Logging in JSON

Thursday, April 05, 2012, at 01:12AM

By Eric Richardson

I happened to wander past the node.js blog yesterday and read this article on Bunyan, a logging framework built around JSON.

It was a fortuitous coincidence, since I was looking for ideas on how best to implement logging inside StreamMachine, the rewindable streaming audio server I've been playing with at KPCC.

Bunyan's toolset isn't quite fleshed out at the moment, but the idea is that logging loosely-structured data as JSON is a heck of a lot more functional than squashing everything into strings.

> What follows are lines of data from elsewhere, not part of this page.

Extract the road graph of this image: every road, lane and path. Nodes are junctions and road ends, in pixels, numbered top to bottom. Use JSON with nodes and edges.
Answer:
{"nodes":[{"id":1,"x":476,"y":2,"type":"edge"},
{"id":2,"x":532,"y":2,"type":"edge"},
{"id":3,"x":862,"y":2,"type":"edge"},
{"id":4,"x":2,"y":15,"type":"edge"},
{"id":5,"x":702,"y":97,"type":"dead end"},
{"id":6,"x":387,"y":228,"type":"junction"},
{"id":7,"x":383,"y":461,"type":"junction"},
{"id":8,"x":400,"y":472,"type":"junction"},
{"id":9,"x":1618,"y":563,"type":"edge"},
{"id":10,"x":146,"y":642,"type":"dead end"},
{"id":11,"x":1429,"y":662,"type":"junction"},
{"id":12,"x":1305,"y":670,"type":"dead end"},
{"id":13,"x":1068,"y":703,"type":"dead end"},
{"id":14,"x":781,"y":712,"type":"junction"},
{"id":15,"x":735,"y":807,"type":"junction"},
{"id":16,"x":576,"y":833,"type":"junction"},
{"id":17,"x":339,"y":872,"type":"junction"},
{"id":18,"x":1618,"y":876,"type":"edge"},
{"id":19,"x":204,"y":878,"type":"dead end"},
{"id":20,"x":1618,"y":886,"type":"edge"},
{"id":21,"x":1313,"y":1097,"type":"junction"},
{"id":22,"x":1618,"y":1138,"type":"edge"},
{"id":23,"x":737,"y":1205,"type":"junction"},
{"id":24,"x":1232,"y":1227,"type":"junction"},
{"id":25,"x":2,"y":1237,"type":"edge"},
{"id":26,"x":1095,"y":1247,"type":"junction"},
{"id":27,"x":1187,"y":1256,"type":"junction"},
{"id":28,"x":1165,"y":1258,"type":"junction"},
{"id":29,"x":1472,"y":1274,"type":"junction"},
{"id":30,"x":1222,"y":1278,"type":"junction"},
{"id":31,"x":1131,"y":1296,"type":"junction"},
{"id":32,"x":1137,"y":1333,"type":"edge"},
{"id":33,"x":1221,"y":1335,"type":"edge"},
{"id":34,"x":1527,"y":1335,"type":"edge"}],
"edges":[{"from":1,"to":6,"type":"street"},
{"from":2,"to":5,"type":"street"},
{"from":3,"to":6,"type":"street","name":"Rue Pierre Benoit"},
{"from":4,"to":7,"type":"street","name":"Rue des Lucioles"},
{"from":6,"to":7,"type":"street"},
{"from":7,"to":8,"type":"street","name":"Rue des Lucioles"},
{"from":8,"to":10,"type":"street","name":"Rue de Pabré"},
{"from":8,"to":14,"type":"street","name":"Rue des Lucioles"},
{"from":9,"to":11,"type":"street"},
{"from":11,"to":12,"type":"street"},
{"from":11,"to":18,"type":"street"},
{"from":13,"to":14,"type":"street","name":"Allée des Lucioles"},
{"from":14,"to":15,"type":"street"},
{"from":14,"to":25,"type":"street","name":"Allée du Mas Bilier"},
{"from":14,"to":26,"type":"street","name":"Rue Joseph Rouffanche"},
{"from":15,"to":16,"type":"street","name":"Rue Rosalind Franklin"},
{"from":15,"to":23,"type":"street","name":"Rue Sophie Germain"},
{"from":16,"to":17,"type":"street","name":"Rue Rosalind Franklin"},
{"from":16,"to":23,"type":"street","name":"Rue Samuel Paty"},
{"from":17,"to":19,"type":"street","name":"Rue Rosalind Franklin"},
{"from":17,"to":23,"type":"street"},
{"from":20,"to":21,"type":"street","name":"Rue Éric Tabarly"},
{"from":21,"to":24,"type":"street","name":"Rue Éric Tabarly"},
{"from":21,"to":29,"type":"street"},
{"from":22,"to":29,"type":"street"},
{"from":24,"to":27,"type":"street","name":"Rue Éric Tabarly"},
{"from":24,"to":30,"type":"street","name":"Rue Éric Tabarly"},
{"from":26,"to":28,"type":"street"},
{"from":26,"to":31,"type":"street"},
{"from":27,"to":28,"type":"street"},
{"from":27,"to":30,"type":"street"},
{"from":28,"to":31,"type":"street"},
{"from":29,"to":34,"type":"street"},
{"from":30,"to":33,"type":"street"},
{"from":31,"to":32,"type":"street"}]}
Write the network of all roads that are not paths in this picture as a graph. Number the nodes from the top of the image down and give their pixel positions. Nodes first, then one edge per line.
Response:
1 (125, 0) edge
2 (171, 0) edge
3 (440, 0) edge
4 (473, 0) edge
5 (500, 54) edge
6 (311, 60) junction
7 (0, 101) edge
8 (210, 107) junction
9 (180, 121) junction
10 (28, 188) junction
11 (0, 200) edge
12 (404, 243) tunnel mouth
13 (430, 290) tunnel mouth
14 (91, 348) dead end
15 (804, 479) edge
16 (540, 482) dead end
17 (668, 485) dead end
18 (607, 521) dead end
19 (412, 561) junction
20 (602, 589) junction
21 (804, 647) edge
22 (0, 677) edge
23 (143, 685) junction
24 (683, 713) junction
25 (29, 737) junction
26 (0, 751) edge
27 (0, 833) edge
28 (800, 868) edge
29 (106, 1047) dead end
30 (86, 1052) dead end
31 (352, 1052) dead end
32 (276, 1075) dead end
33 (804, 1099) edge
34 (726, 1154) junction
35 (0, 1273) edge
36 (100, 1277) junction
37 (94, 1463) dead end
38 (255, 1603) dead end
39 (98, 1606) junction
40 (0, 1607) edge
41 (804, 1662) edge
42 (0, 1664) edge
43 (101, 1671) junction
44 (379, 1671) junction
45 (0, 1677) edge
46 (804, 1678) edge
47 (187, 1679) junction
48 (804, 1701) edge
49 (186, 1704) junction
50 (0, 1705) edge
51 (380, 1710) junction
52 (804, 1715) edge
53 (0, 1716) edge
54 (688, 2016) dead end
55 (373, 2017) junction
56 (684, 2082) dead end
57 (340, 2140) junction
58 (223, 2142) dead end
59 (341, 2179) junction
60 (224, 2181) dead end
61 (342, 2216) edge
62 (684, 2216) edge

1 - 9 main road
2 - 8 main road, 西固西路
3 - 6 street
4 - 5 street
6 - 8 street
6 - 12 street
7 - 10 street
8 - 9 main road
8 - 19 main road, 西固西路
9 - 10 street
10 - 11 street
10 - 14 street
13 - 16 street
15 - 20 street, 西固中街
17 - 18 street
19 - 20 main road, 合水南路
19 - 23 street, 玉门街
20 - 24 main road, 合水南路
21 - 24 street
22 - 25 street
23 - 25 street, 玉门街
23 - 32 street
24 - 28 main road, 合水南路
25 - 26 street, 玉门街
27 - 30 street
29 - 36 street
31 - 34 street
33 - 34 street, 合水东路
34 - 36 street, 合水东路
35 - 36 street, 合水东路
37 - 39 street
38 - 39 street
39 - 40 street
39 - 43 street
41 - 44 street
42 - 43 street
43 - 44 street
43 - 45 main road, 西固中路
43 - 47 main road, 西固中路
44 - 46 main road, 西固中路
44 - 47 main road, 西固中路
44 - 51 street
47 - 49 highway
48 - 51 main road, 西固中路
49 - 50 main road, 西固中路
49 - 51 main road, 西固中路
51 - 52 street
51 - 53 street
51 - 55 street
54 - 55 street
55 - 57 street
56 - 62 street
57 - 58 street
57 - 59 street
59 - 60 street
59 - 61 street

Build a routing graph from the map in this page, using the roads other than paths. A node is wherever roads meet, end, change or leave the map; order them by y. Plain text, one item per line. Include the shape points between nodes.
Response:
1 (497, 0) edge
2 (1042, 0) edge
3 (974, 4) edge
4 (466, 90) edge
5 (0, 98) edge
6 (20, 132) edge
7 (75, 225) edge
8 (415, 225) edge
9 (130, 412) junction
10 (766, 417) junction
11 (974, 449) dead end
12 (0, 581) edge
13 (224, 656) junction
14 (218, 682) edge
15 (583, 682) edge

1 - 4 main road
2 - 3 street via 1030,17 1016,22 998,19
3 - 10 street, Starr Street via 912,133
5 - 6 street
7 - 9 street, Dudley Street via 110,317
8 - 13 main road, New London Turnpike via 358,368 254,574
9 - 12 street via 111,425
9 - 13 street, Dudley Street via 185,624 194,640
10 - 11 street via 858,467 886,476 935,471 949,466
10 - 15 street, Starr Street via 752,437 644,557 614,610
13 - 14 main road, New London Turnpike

So instead of a typical Shoutcast w3c log line:

96.10.155.166 - - [04/Apr/2012:07:11:50 -0700] "GET /kpcc HTTP/1.1" 200 219606 "-" "VLC/2.0.1 LibVLC/2.0.1" 85

StreamMachine can now log a connection as:

{
"name": "StreamMachine",
"hostname": "dev2.kpcc.org",
"pid": 18605,
"source": "kpcclive",
"level": 20,
"req": {
    "method": "GET",
    "url": "/kpcclive.mp3?socket=11516610901102892326",
    "headers": {
        "host": "scprdev.org:8000",
        "connection": "keep-alive",
        "user-agent": "Mozilla/5.0 (Macintosh; Intel Mac OS X 10_7_2) AppleWebKit/535.11 (KHTML, like Gecko) Chrome/17.0.963.83 Safari/535.11",
        "accept": "*/*",
        "referer": "http://www.scpr.org/assets-flash/streammachine.swf",
        "accept-encoding": "gzip,deflate,sdch",
        "accept-language": "en-US,en;q=0.8",
        "accept-charset": "ISO-8859-1,utf-8;q=0.7,*;q=0.3"
    }
},
"listeners": 0,
"msg": "Connection end",
"time": "2012-04-05T11:49:38.871Z",
"v": 0
}

(Ignore that I'm not actually including seconds listened or bytes sent in that log line...)

It's wordy, but if the computer is the only one reading, who cares?

I've been writing a lot of log-parsing tools lately, taking in Shoutcast logs and running stats on listening habits like time-of-day and duration. A structured JSON object gives me a lot more lee-way when it comes to adding and removing log data than a w3c-formatted log does because I no longer have to remember that user agent is the third match in my regex results, etc. Calling log.req['user-agent'] is nice and simple.

Given the headaches that trying to make sense from log data already present—and always will—that's a good thing.